The unabashed tale of filming a do-it-yourself Borden screenplay in technicolor in the sanctity of your own home.
by Shelley Dziedzic
First published in August/September, 2006, Volume 3, Issue 3, The Hatchet: Journal of Lizzie Borden Studies.
My year of awakening was 1991. Living a stone’s throw from Fall River in Newport, Rhode Island, during the uneventful Navy wife years from 1972-76, the great obsession that would later come to afflict me lay, mercifully, dormant. Never does a passion arrive when it is convenient, local, or on one’s doorstep. Then came the fateful autumn day in 1991, when Paramount’s version of the peculiar incident at the Borden house found its way to Sunday afternoon’s not-for-prime-time television, a re-run, starring the most unlikely vision of anyone’s axe murderess, Bewitched’s own lovely enchantress. Living in another state, but close enough to think of the location as nearby, I had been dutifully watching the movie while wielding an iron, carefully pressing the wrinkles from the weekly laundry. It was then that the feeling, which many of us know so well, struck like a thunderbolt: Bordenitis—a full-fledged Lizzie-Tizzie—a condition for which there is, thankfully, no cure. You see, the flats had gone cold and I had been ironing some handkerchiefs on the dining room table . . . but I digress.

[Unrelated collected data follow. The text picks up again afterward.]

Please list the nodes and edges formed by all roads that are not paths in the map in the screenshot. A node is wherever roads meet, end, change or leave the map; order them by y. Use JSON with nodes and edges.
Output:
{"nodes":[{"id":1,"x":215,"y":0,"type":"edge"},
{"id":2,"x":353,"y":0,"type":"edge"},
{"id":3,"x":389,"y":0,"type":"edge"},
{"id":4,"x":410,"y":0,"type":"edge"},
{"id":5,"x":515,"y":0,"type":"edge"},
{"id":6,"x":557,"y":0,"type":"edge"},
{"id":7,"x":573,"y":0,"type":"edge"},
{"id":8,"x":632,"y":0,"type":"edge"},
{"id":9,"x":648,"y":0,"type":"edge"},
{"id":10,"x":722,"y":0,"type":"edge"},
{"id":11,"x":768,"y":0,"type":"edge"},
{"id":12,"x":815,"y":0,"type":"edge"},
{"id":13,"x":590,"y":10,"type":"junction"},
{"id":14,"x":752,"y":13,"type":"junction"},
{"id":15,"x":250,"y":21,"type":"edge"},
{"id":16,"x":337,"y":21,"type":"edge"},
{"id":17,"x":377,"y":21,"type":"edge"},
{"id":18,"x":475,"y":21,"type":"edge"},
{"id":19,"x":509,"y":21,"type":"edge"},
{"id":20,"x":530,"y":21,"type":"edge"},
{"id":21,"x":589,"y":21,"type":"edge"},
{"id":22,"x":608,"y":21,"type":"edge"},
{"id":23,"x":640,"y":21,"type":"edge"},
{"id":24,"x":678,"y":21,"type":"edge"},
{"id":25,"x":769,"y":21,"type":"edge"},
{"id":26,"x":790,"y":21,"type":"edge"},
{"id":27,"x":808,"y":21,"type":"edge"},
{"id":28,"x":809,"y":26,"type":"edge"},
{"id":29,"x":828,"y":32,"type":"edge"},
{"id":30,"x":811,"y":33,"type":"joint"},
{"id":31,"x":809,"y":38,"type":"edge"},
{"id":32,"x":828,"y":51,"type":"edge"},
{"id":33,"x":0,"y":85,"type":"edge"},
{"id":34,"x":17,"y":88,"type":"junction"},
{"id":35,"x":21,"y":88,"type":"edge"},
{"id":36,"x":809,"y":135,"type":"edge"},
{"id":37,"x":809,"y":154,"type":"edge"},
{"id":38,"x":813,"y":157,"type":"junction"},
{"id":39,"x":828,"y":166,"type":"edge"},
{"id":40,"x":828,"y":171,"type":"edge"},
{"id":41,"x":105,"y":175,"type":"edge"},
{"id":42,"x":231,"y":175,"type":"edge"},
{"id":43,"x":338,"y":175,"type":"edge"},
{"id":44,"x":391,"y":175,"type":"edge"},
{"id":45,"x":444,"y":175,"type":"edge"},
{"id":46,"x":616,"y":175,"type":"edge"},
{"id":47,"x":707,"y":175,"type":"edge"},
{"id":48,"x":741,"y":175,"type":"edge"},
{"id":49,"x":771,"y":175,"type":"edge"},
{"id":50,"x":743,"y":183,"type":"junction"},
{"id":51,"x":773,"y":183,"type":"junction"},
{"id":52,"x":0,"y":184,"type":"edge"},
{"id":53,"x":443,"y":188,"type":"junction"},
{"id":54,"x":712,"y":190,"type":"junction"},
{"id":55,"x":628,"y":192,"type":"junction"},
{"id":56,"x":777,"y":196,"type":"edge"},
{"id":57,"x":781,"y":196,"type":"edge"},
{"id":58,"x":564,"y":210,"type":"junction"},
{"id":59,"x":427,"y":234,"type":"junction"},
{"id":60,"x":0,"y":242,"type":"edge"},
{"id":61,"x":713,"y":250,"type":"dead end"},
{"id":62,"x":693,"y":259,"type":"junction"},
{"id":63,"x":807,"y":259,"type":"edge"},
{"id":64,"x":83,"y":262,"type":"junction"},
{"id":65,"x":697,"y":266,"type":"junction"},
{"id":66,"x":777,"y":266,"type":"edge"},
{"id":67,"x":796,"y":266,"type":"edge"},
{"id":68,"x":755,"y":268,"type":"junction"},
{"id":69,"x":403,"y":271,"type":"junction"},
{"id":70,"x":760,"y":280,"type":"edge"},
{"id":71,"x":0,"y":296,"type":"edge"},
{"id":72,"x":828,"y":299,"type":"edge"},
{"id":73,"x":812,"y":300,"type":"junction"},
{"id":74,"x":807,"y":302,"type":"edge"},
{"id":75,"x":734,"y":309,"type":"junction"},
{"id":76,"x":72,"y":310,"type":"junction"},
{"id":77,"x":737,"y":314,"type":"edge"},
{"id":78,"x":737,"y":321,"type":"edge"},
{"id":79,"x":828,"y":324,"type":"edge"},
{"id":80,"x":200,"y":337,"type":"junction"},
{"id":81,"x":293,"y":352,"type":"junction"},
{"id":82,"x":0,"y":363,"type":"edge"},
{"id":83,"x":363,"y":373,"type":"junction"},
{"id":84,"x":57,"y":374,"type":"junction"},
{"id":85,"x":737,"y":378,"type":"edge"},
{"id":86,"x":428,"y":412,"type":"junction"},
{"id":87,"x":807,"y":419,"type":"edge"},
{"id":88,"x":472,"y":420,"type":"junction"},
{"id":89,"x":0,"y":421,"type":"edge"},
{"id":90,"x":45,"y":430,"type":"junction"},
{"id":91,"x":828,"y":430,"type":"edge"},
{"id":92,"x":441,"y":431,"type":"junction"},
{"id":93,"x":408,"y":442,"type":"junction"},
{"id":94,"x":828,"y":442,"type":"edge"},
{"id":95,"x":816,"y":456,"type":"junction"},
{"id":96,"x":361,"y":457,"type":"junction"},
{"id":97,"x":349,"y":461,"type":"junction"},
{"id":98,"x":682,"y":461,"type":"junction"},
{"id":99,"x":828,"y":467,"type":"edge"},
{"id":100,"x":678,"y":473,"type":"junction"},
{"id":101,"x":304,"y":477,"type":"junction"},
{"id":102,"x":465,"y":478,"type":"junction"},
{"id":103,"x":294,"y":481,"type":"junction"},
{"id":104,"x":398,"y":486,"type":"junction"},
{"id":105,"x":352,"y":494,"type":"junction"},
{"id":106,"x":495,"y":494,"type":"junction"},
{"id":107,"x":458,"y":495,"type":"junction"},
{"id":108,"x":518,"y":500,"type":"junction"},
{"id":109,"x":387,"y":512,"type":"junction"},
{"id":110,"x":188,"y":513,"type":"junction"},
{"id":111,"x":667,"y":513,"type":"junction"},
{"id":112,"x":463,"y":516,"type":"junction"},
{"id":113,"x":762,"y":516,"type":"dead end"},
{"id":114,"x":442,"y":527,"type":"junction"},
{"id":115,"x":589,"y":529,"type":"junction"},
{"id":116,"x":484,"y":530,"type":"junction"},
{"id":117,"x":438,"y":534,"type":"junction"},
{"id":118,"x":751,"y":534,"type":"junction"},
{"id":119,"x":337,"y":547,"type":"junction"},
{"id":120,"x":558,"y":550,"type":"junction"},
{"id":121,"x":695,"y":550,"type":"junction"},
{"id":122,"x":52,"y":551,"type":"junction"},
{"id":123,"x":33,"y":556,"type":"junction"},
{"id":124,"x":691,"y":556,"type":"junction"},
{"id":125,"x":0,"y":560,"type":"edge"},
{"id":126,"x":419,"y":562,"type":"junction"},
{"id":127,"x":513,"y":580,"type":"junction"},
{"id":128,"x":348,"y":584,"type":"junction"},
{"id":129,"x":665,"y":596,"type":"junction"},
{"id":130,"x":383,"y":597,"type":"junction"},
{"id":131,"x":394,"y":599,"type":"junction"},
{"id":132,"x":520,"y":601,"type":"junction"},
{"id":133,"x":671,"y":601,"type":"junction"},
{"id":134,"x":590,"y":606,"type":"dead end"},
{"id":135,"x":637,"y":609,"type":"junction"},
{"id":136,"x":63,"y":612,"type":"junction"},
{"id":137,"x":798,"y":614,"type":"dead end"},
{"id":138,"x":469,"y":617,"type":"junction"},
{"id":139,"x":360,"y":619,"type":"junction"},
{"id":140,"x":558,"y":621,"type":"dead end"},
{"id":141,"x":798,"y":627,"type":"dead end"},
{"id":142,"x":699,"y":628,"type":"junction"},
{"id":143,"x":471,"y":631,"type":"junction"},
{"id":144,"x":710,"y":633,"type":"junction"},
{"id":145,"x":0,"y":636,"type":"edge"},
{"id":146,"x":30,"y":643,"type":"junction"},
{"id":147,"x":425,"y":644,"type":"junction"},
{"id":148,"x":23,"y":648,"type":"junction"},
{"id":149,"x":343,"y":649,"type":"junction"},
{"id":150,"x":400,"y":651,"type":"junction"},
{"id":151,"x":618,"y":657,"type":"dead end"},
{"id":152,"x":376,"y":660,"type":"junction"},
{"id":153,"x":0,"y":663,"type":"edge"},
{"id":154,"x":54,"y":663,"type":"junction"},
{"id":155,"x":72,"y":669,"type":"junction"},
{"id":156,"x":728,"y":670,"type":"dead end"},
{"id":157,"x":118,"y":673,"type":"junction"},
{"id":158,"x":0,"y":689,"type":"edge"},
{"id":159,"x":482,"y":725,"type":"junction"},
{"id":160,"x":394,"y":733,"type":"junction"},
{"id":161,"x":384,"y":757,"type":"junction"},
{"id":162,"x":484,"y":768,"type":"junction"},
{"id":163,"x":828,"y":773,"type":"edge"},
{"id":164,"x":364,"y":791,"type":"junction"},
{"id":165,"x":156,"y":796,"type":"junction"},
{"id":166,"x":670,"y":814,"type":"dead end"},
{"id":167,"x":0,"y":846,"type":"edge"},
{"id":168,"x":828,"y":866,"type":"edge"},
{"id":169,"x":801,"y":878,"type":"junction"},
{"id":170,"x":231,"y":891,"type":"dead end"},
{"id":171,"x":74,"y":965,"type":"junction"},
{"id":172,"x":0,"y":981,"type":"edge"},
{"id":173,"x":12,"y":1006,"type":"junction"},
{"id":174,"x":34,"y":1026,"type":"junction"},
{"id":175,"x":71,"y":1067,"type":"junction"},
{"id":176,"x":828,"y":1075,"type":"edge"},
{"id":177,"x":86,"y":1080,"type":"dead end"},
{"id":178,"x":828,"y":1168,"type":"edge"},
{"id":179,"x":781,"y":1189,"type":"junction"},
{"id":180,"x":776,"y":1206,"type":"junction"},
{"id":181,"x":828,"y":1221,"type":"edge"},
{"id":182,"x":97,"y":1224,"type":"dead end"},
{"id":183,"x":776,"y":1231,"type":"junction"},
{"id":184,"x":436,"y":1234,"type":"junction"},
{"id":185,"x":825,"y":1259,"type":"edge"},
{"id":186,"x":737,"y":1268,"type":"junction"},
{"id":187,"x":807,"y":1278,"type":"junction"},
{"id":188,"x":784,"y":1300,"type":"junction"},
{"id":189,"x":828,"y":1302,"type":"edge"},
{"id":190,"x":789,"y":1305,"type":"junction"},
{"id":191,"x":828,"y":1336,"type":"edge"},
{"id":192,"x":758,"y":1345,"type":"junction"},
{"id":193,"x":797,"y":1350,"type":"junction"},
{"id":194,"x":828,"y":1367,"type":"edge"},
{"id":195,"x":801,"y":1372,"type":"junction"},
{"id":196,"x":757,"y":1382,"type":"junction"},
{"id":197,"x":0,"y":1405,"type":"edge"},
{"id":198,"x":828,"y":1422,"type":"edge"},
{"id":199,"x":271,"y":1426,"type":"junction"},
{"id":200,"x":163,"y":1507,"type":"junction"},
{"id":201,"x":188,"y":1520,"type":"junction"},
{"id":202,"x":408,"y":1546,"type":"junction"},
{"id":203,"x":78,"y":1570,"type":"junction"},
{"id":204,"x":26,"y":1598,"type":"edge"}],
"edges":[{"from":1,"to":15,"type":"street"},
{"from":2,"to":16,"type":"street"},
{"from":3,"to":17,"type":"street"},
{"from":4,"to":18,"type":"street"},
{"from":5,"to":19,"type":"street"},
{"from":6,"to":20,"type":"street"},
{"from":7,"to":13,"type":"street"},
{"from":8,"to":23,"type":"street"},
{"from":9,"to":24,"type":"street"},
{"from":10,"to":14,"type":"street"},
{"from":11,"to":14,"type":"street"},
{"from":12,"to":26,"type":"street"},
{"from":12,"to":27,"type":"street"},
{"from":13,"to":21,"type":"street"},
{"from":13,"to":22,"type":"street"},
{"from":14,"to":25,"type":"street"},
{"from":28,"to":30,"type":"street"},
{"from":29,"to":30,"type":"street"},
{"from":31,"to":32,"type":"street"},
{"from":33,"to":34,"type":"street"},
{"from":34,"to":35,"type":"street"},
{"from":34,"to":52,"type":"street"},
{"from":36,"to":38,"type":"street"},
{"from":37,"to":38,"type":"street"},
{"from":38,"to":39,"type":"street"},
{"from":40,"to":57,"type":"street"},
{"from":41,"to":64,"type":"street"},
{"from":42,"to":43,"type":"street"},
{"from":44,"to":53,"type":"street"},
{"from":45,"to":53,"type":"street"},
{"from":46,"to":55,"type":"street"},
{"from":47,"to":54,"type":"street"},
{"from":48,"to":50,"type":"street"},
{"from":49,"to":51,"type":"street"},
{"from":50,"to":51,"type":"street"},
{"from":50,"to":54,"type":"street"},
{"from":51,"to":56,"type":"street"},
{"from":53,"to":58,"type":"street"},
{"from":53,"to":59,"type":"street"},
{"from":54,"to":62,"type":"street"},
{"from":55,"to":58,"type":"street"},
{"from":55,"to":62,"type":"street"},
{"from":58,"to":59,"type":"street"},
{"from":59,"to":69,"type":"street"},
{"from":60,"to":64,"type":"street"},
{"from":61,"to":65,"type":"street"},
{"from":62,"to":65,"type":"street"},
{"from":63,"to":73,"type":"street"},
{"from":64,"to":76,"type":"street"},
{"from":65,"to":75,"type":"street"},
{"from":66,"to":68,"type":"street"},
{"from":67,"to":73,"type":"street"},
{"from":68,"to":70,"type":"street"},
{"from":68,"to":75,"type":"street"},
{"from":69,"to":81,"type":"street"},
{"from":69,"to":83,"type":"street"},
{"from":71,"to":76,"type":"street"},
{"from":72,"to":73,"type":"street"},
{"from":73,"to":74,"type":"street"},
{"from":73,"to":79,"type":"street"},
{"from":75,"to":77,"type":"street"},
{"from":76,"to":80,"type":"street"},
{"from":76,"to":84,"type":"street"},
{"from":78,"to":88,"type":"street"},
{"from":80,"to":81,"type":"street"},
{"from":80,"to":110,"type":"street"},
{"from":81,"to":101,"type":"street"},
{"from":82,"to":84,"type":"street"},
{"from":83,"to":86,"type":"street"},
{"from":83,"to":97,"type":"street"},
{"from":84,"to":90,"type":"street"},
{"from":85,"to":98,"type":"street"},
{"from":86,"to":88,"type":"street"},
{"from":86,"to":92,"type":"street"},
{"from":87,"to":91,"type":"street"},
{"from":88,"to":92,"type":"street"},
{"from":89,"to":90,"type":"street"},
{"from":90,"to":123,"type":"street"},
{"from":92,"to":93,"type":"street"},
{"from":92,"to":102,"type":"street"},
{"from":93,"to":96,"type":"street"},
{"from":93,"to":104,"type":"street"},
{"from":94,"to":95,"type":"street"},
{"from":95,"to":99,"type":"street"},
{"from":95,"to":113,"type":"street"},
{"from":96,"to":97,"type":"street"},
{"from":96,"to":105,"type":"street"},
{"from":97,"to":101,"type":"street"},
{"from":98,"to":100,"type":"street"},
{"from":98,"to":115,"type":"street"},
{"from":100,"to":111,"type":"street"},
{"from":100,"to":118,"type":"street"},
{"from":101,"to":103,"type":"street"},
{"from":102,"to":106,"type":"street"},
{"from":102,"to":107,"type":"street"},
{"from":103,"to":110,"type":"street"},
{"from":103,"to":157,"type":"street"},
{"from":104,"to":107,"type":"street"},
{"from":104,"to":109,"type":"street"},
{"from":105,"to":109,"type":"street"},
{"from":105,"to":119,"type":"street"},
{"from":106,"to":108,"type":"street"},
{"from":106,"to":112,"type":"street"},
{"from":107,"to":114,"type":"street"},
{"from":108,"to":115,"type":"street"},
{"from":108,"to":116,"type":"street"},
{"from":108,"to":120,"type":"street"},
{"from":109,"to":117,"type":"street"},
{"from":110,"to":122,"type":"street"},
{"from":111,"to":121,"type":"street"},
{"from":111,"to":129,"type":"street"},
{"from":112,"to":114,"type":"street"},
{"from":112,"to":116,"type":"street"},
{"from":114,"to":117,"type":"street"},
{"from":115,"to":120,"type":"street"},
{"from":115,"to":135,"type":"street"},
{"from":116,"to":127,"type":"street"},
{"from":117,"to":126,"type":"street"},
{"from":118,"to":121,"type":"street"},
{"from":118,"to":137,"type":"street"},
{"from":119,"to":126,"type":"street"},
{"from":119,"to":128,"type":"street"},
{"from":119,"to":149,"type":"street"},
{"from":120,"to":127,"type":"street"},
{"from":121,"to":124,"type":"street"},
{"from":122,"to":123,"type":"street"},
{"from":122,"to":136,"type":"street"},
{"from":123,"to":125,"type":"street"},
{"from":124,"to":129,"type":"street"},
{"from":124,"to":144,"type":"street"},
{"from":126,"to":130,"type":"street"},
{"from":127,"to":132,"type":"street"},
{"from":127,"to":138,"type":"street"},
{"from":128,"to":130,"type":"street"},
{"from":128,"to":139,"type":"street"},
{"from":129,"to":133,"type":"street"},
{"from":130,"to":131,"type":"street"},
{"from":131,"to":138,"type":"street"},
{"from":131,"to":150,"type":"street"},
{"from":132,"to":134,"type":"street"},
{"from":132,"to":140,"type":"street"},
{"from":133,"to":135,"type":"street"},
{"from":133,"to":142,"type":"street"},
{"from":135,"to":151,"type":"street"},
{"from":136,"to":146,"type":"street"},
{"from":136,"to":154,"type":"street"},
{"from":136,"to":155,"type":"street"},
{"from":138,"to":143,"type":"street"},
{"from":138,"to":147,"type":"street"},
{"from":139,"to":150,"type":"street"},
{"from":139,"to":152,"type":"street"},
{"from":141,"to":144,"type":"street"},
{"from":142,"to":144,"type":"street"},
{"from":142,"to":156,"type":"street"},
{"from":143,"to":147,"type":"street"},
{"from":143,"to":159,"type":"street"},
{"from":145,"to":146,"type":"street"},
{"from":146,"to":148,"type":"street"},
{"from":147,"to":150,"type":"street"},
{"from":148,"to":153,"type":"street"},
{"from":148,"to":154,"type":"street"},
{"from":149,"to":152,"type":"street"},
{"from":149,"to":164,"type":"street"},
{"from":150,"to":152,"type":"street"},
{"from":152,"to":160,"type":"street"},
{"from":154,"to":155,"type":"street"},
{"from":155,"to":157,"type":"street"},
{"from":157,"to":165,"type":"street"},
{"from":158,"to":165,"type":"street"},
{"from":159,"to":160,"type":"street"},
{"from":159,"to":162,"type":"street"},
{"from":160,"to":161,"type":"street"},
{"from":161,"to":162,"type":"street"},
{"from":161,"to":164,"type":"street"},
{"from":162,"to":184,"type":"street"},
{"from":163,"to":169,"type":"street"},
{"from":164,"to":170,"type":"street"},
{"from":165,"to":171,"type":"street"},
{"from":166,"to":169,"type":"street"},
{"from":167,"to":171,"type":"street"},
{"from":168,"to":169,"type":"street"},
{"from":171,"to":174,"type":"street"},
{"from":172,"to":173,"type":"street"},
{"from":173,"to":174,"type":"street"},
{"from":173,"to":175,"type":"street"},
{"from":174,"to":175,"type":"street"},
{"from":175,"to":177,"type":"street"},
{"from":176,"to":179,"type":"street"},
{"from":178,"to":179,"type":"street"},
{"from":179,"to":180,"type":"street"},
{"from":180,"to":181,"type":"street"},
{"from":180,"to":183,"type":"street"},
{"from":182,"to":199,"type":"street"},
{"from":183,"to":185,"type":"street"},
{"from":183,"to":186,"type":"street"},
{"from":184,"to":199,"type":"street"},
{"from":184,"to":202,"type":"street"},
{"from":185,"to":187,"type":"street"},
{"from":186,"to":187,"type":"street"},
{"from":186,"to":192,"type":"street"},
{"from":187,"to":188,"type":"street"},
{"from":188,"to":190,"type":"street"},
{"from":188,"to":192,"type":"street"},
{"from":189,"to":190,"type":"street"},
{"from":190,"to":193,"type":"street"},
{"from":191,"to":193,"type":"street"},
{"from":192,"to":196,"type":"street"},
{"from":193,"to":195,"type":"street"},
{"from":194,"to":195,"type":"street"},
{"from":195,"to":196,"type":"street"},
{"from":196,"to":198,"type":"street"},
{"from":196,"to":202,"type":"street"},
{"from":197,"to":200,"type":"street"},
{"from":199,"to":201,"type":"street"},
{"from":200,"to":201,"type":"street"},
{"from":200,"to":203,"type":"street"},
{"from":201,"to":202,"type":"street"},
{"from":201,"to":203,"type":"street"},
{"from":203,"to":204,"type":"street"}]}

The very next day, ignoring children, home, and hearth, I made the pilgrimage to the Mecca of all true pilgrims, the Fall River Historical Society, to meet the oracle, Mrs. Florence Brigham. Alas, they were closed. Closed on Mondays. No more final and hope-destroying words could have fallen from the lips of the weary soul who answered the bell that day. I could return on Tuesday it seemed, and so with the heavy heart of a child whose ice cream has just fallen from the cone, I retraced the fifty miles back down Route 95 homeward.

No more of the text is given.